FIGURE 9.

Infection of BU.MPT responders with a constitutively active Akt construct partially prevents loss of viability following exposure to apoptotic targets. BU.MPT responder cells were transiently infected with retroviral constructs containing either GFP alone (GFP) or GFP plus constitutively active myrAkt (myrAkt-GFP). A, infected BU.MPT responders were left untreated (Untreated) or induced to undergo apoptosis by exposure to UV irradiation (UV). Shown is a representative cytofluorimetric analysis for activated caspase-3 24 h after UV irradiation. B, serum-starved infected BU.MPT responders were left untreated (Untreated) or exposed to apoptotic (Apo) or necrotic (Nec) targets at a target/responder cell ratio of 10:1 for 30 min.
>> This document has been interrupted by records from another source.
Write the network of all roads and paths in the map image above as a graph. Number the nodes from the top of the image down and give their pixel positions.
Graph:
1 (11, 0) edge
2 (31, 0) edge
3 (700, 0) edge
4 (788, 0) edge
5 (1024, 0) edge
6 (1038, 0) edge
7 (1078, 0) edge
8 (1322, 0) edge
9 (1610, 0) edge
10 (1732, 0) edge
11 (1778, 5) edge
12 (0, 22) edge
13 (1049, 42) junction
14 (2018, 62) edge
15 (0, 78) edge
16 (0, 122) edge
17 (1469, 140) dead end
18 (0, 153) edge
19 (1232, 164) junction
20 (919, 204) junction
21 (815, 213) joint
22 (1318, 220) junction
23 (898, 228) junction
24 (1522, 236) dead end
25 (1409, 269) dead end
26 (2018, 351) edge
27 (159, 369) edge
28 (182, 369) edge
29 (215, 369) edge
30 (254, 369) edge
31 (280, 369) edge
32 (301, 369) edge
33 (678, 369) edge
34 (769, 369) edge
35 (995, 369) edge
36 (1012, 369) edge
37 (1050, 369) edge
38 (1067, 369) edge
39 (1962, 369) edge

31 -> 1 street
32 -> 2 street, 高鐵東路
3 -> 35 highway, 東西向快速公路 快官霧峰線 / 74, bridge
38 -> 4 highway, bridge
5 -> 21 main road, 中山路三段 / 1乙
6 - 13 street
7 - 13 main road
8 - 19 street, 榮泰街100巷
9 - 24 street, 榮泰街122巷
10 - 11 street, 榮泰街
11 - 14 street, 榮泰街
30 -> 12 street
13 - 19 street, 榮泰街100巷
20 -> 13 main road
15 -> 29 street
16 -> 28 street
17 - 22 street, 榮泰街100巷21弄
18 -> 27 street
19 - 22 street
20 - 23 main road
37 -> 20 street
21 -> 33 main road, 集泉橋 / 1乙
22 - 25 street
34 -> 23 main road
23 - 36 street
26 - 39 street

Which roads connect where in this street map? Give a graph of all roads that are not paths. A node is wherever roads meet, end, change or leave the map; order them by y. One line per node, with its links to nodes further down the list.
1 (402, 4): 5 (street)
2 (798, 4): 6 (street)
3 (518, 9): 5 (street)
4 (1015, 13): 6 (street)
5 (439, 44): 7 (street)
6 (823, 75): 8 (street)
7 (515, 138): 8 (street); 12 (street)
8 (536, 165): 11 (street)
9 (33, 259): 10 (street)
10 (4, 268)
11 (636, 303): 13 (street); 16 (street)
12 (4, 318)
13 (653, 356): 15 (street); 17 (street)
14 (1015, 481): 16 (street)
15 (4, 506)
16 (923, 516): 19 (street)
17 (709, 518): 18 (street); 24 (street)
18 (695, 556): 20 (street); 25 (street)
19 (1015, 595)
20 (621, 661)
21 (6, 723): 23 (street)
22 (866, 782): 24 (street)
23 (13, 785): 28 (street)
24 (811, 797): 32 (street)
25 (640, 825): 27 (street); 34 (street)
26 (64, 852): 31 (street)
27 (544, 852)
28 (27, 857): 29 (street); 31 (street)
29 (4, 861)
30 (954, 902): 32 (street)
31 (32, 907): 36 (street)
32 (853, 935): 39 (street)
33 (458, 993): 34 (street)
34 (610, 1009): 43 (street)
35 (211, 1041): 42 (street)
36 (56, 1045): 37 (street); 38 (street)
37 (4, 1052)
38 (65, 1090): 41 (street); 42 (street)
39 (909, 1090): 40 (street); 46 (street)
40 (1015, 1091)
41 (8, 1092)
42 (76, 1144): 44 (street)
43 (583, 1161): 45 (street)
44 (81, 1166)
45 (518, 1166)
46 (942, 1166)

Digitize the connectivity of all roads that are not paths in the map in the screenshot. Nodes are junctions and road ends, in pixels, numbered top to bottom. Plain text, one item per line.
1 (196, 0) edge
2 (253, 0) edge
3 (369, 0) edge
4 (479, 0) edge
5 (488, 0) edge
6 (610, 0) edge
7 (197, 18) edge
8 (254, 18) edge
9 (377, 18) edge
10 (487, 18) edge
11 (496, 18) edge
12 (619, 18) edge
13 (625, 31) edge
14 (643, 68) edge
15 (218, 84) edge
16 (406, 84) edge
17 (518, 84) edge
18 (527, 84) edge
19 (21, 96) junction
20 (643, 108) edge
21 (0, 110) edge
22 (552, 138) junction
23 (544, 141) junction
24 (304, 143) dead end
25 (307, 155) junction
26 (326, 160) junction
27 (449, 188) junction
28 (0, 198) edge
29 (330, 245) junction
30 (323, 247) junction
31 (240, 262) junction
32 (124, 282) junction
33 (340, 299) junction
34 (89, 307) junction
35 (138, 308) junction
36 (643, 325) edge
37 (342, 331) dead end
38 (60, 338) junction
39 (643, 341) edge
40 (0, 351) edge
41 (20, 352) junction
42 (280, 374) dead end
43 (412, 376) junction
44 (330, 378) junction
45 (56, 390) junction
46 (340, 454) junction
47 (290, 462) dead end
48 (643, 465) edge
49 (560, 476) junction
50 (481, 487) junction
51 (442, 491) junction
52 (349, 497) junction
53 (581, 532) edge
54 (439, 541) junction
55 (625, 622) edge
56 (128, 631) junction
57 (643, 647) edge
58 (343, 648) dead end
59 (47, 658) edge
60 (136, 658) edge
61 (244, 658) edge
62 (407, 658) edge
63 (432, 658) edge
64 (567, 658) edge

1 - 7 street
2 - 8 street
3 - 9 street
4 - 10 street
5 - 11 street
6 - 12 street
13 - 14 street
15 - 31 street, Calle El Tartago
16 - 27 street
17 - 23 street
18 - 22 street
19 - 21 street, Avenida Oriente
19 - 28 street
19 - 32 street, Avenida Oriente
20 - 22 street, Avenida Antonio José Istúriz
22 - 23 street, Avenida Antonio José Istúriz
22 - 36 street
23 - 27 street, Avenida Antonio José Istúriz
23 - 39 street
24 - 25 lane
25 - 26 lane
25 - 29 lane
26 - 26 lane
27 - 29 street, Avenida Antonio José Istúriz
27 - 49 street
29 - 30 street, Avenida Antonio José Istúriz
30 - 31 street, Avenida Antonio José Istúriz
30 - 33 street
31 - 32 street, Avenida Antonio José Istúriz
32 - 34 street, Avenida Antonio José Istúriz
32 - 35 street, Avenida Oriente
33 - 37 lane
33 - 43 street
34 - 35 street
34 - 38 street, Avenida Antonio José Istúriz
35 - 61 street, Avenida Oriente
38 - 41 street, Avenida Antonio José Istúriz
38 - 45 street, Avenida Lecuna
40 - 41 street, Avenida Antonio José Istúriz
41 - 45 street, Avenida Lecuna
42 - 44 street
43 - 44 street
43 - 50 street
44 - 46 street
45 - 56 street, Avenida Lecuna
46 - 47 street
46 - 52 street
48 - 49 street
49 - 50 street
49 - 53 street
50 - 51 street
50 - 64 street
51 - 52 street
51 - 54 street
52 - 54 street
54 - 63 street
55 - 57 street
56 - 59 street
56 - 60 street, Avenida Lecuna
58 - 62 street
The source of apoptotic targets was staurosporine-treated DO11.10 cells. Induction of apoptosis in BU.MPT responders was assessed 24 h after exposure to targets by cytofluorimetric analysis of permeabilized responders for activated caspase-3. C, the graph depicts the mean and S.E. from three separate cytofluorimetric analyses of the percentage of BU.MPT responder cells positive for activated caspase-3. In all cases, cytofluorimetric analysis was limited to infected BU.MPT responders whose GFP fluorescence was >1000× that of uninfected cells. The dotted line represents the percentage of caspase 3-positive responders in untreated BU.MPT responders infected with GFP alone. p < 0.05, UV-irradiated and apoptotic targets versus untreated for GFP-infected responders; p < 0.05, UV-irradiated and apoptotic targets, GFP- versus myrAkt-GFP-infected responders; p < 0.01, apoptotic targets versus untreated for myrAkt-GFP-infected responders; p = not significant, UV-irradiated versus untreated for myrAkt-GFP-infected responders. Tar, target(s); Necro, necrotic. Error bars (C) denote S.E.